5. Well, considering the new seed generation, 10s seem to be enough.
6. If we close socket in the main fiber, we might attempt to use closed
socket in background fiber.
7. Of course it shouldn't be nil and test will fail in this case. We
just want to be sure that test won't hang even if server is still nil.
Otherwise we will hang on chan:put(), which is not nice. Sent v2 considering mentioned drawbacks.

>Пятница,  6 декабря 2019, 0:31 +03:00 от Vladislav Shpilevoy < v.shpilevoy@tarantool.org >:
>
>Hi!

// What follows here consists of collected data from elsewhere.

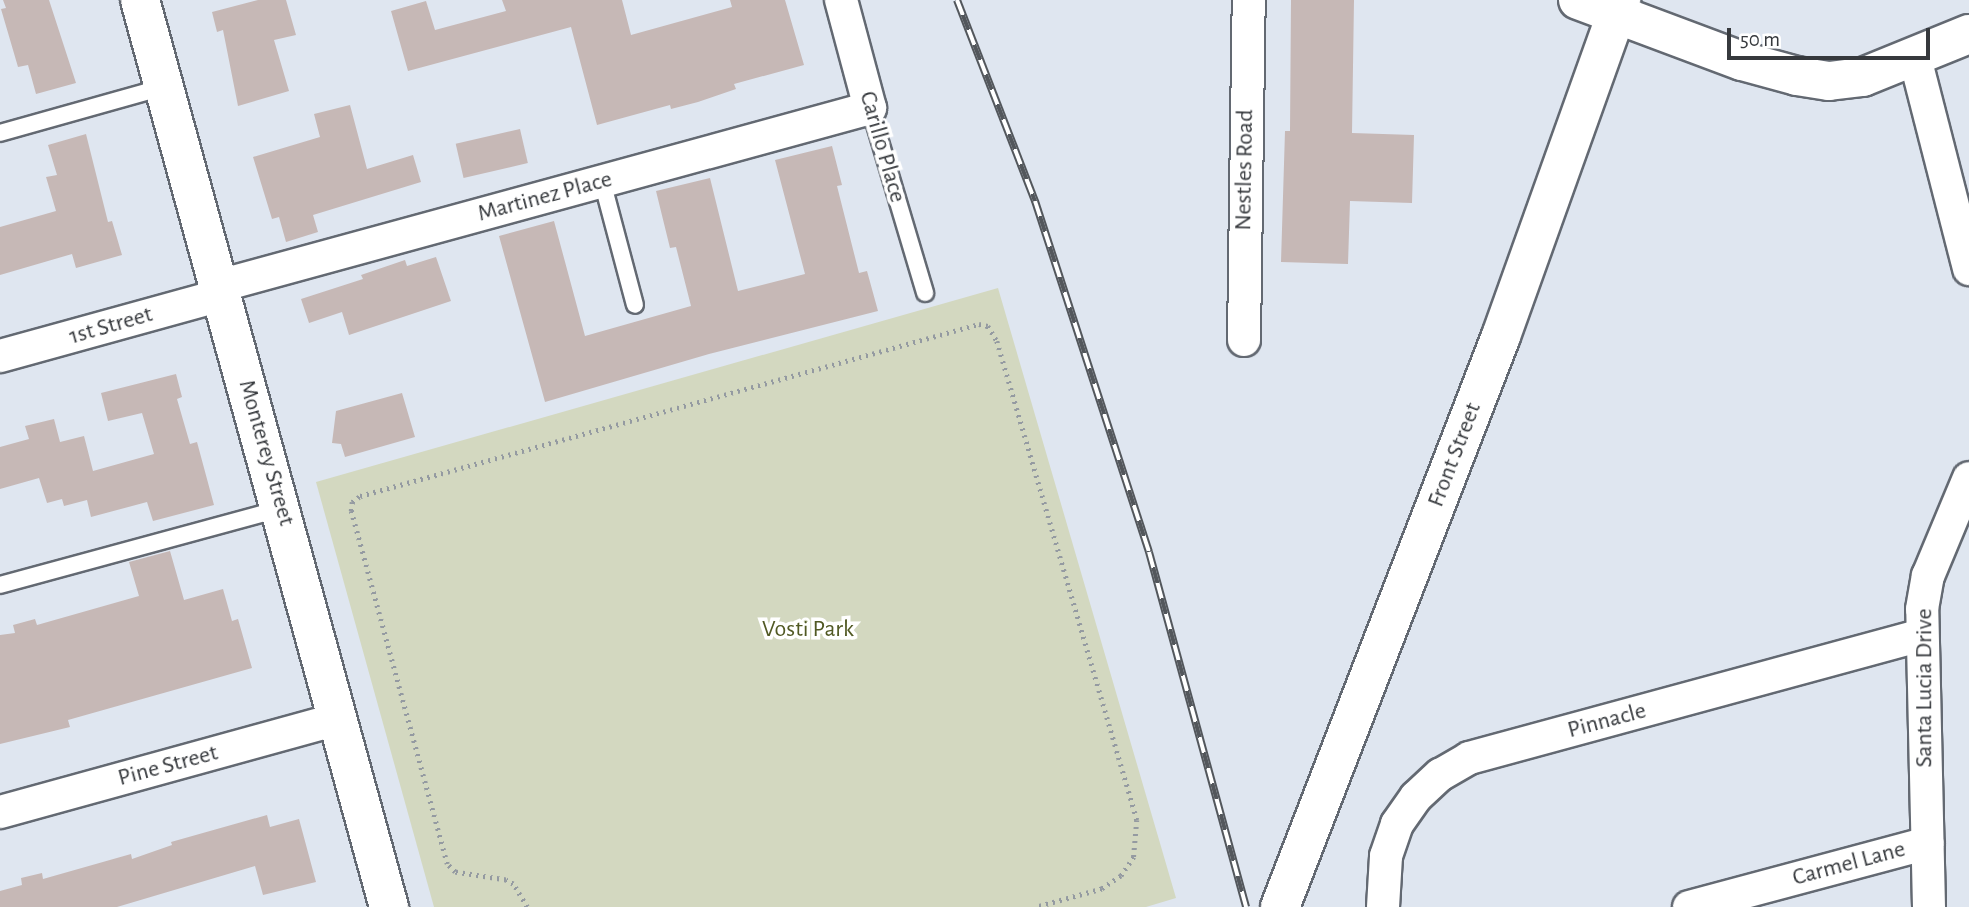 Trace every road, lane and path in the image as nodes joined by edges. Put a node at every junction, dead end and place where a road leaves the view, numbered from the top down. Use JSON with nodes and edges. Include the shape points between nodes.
{"nodes":[{"id":1,"x":140,"y":0,"type":"edge"},
{"id":2,"x":841,"y":0,"type":"edge"},
{"id":3,"x":1249,"y":0,"type":"edge"},
{"id":4,"x":1578,"y":0,"type":"edge"},
{"id":5,"x":1618,"y":7,"type":"edge"},
{"id":6,"x":1969,"y":34,"type":"edge"},
{"id":7,"x":1915,"y":58,"type":"junction"},
{"id":8,"x":164,"y":87,"type":"junction"},
{"id":9,"x":870,"y":108,"type":"junction"},
{"id":10,"x":0,"y":133,"type":"edge"},
{"id":11,"x":602,"y":181,"type":"junction"},
{"id":12,"x":1969,"y":270,"type":"edge"},
{"id":13,"x":220,"y":290,"type":"junction"},
{"id":14,"x":925,"y":293,"type":"dead end"},
{"id":15,"x":635,"y":305,"type":"dead end"},
{"id":16,"x":1244,"y":340,"type":"dead end"},
{"id":17,"x":0,"y":356,"type":"edge"},
{"id":18,"x":1969,"y":478,"type":"edge"},
{"id":19,"x":281,"y":508,"type":"junction"},
{"id":20,"x":0,"y":585,"type":"edge"},
{"id":21,"x":1922,"y":635,"type":"junction"},
{"id":22,"x":337,"y":719,"type":"junction"},
{"id":23,"x":0,"y":812,"type":"edge"},
{"id":24,"x":1928,"y":843,"type":"junction"},
{"id":25,"x":389,"y":907,"type":"edge"},
{"id":26,"x":527,"y":907,"type":"edge"},
{"id":27,"x":1037,"y":907,"type":"edge"},
{"id":28,"x":1280,"y":907,"type":"edge"},
{"id":29,"x":1383,"y":907,"type":"edge"},
{"id":30,"x":1689,"y":907,"type":"edge"},
{"id":31,"x":1929,"y":907,"type":"edge"}],
"edges":[{"from":1,"to":8,"type":"main road","name":"Monterey Street"},
{"from":2,"to":9,"type":"street","name":"Carillo Place"},
{"from":3,"to":16,"type":"street","name":"Nestles Road"},
{"from":4,"to":5,"type":"main road"},
{"from":5,"to":7,"type":"main road","via":[[1742,61],[1797,76],[1829,81],[1863,77]]},
{"from":5,"to":28,"type":"main road","name":"Front Street","via":[[1501,336]]},
{"from":6,"to":7,"type":"main road"},
{"from":7,"to":12,"type":"street"},
{"from":8,"to":10,"type":"lane"},
{"from":8,"to":13,"type":"main road","name":"Monterey Street"},
{"from":9,"to":11,"type":"street","name":"Martinez Place"},
{"from":9,"to":14,"type":"lane","name":"Carillo Place"},
{"from":11,"to":13,"type":"street","name":"Martinez Place"},
{"from":11,"to":15,"type":"lane"},
{"from":13,"to":17,"type":"street","name":"1st Street"},
{"from":13,"to":19,"type":"main road","name":"Monterey Street"},
{"from":18,"to":21,"type":"street","name":"Santa Lucia Drive","via":[[1928,576]]},
{"from":19,"to":20,"type":"lane"},
{"from":19,"to":22,"type":"main road","name":"Monterey Street"},
{"from":21,"to":24,"type":"street","name":"Santa Lucia Drive"},
{"from":21,"to":29,"type":"street","name":"Pinnacle","via":[[1469,758],[1424,789],[1397,824],[1386,856]]},
{"from":22,"to":23,"type":"street","name":"Pine Street"},
{"from":22,"to":25,"type":"main road","name":"Monterey Street"},
{"from":24,"to":30,"type":"street","name":"Carmel Lane"},
{"from":24,"to":31,"type":"street","name":"Santa Lucia Drive"},
{"from":26,"to":27,"type":"path","via":[[506,880],[455,872],[447,864],[352,502],[360,496],[979,324],[988,326],[997,341],[1137,820],[1134,857],[1121,876],[1102,889]]}]}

Thanks for the patch!
>
>See 7 comments below.
>
>On 04/12/2019 14:43, Ilya Kosarev wrote:
>> socket.test had a number of flaky problems:
>> - socket readableness expectation
>> - race conditions on socket shutdown in emulation test cases
>> - tcp_server stability in socket receive inconsistent behavior case
>> Now they are solved. Port randomization is improved.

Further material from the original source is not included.